# Work to be completed:
Nothing but the lines below between the line holding "index dip: (1043, 803)" and the line holding "pinky tip: (1022, 882)", inclusive, should appear in the answer, each set down exactly.

# Given data:
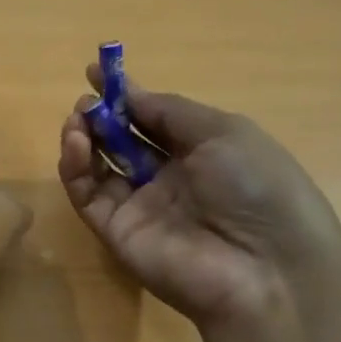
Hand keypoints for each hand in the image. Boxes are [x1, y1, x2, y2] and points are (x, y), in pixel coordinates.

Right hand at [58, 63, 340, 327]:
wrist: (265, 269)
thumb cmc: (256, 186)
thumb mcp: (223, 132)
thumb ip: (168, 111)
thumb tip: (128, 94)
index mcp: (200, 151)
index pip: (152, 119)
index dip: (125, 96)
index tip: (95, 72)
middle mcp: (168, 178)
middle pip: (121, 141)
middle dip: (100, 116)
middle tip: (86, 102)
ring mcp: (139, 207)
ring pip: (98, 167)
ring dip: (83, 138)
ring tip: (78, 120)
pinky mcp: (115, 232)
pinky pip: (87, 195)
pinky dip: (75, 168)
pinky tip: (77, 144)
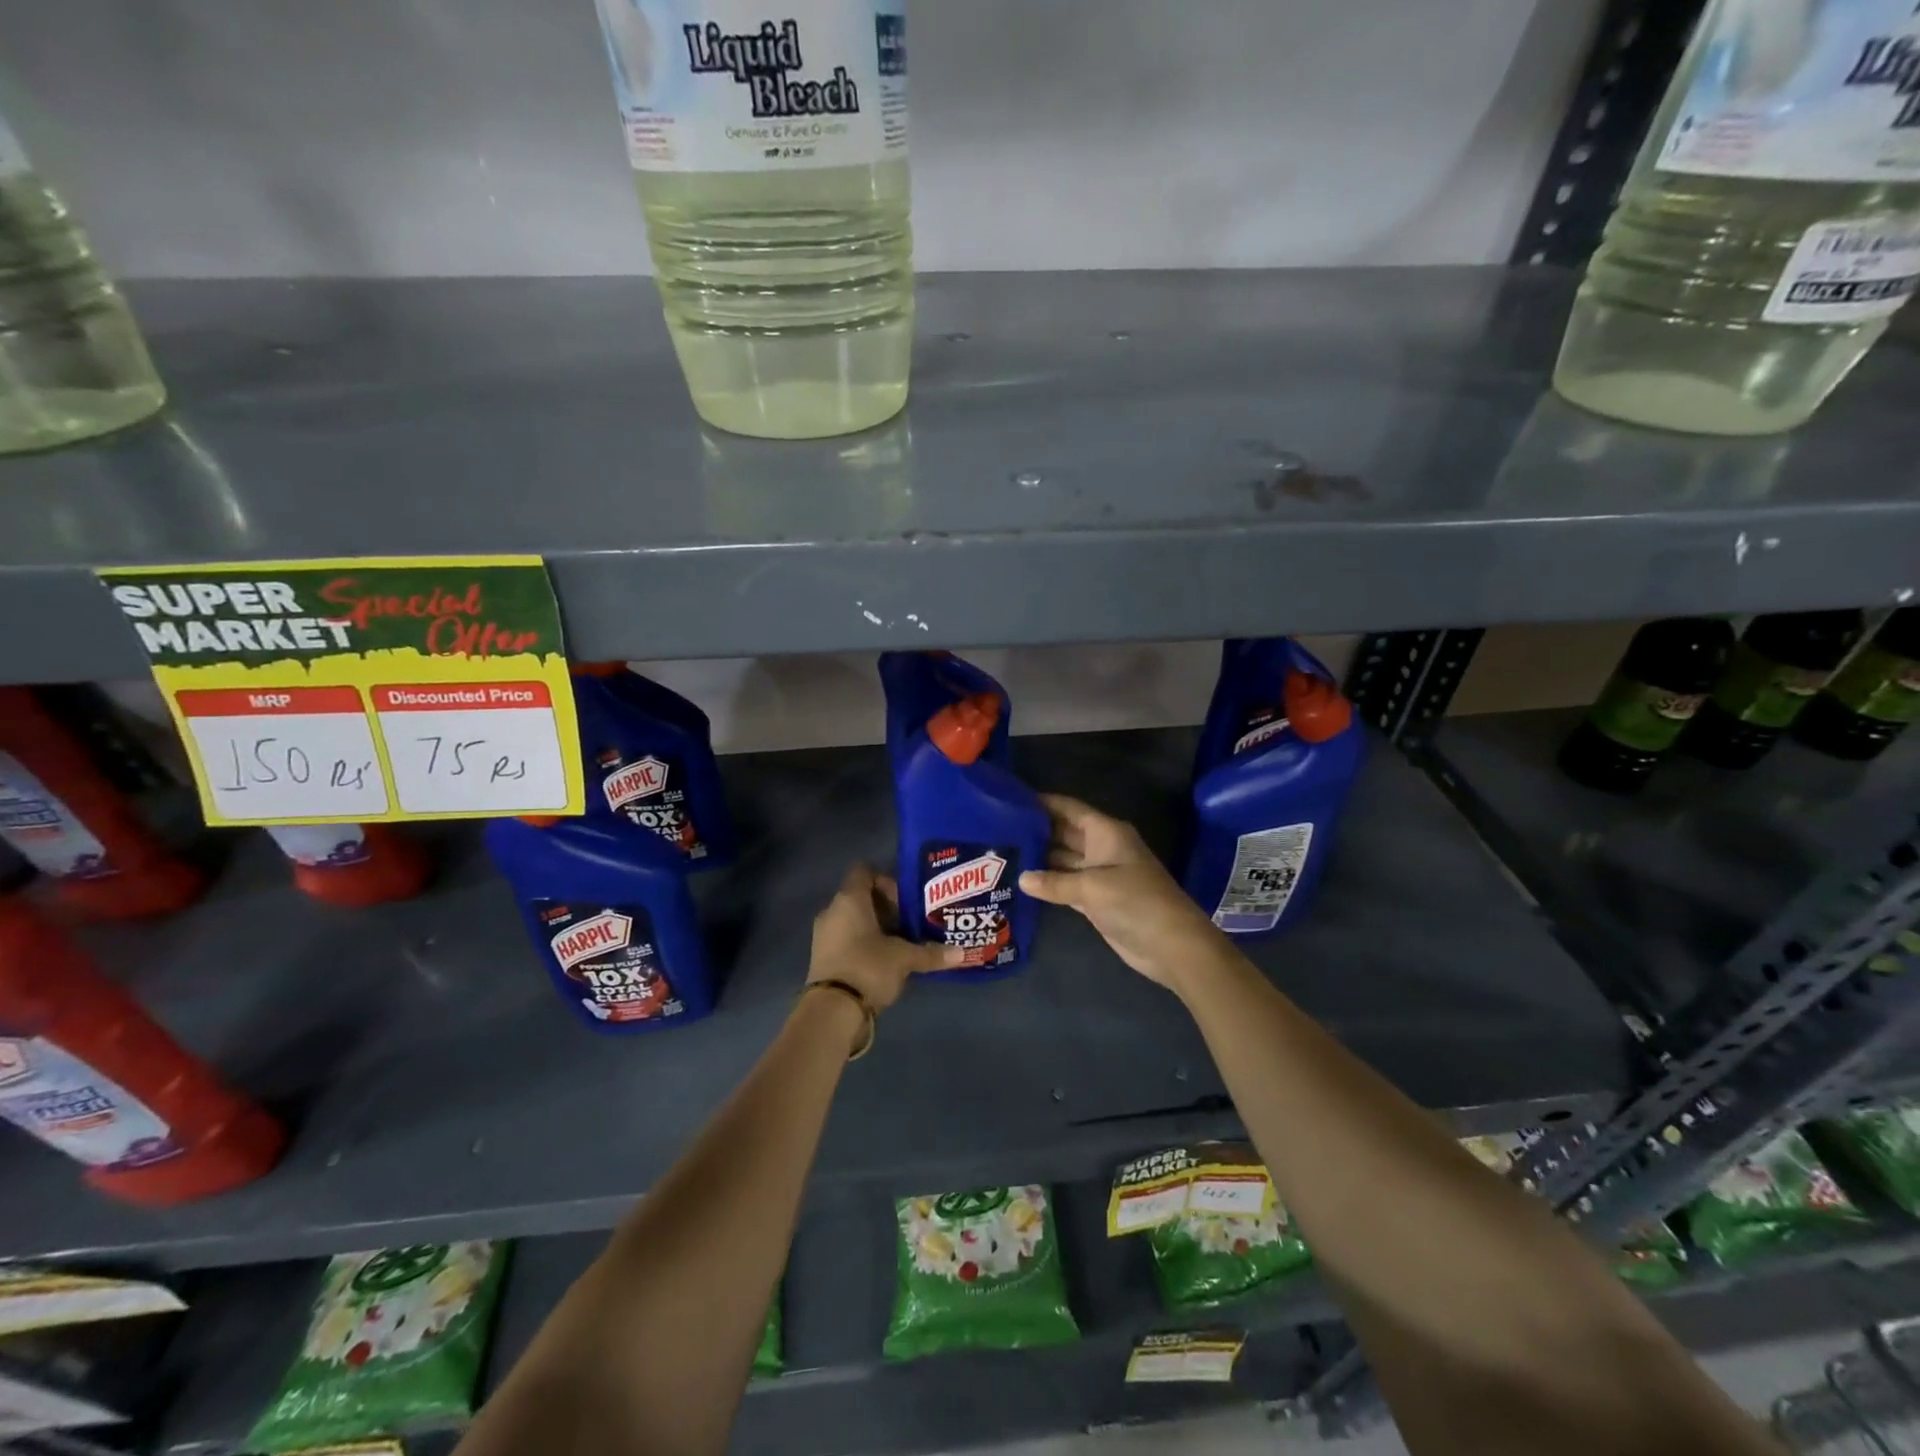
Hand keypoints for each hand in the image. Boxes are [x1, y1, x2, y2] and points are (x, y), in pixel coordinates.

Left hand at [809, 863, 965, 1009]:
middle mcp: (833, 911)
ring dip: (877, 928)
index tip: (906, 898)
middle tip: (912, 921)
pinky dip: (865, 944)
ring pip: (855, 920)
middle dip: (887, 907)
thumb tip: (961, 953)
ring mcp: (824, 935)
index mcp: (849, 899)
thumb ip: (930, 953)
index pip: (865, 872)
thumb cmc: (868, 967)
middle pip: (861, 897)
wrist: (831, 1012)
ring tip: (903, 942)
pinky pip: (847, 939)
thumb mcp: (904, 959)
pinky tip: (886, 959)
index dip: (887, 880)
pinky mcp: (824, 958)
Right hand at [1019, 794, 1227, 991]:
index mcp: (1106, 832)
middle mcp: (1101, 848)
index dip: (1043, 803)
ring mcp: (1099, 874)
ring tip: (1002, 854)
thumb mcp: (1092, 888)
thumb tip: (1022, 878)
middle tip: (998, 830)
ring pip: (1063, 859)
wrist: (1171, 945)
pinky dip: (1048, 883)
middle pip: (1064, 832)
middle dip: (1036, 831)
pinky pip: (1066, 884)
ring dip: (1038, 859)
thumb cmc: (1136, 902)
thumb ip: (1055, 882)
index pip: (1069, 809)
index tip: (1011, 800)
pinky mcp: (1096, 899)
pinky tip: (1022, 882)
* * *
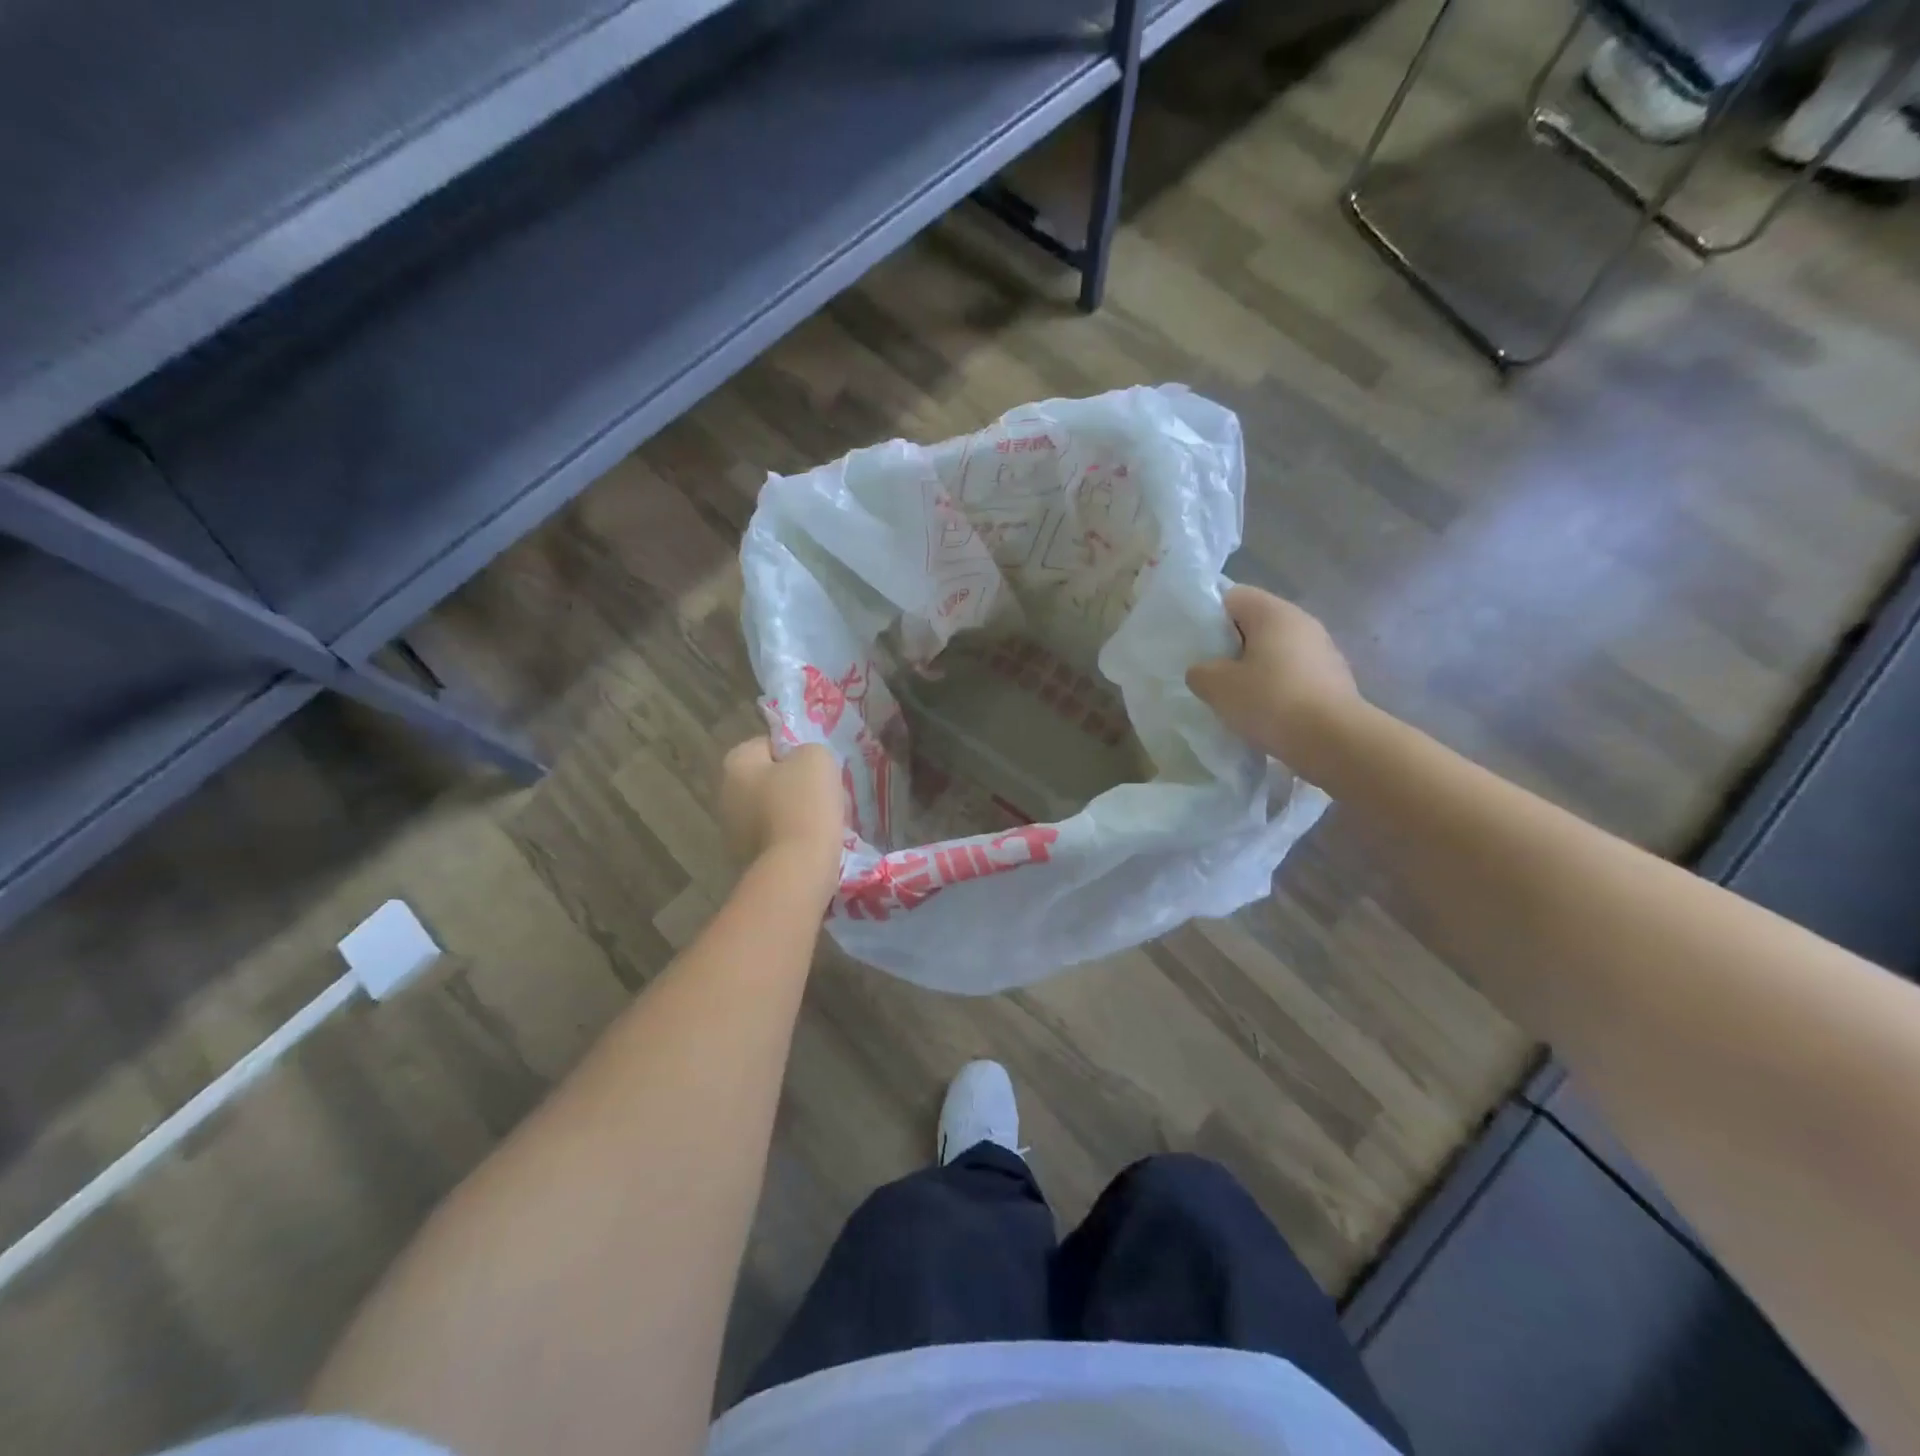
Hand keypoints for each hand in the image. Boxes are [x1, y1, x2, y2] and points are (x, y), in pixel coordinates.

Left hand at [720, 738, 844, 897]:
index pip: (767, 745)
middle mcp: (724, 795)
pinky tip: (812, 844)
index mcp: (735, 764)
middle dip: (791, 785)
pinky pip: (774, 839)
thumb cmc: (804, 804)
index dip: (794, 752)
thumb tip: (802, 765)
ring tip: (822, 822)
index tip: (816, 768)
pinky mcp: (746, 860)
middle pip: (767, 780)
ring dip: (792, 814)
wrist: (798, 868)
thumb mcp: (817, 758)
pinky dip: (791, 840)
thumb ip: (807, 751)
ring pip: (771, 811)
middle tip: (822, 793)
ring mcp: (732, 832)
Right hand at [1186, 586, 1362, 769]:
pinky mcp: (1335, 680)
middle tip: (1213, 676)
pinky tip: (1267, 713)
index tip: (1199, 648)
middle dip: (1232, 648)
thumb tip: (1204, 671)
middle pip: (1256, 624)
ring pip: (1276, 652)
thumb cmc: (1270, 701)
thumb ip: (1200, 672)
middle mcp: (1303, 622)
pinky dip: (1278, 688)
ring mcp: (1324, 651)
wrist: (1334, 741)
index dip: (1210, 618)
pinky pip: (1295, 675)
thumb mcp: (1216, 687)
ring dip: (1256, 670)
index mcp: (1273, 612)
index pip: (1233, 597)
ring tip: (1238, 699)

# Answer section:
index dip: (1043, 803)
ring mcp: (1099, 874)
ring tip: (1002, 854)
thumb mcp: (1092, 888)
thumb tip: (1022, 878)
middle tip: (998, 830)
ring pip: (1063, 859)
wrist: (1171, 945)
pinky dip: (1048, 883)
middle pip: (1064, 832)
middle dip: (1036, 831)
pinky pip: (1066, 884)
ring dip: (1038, 859)
thumb cmc: (1136, 902)
thumb ip: (1055, 882)
index pip: (1069, 809)
index tip: (1011, 800)
pinky mcp: (1096, 899)
pinky tip: (1022, 882)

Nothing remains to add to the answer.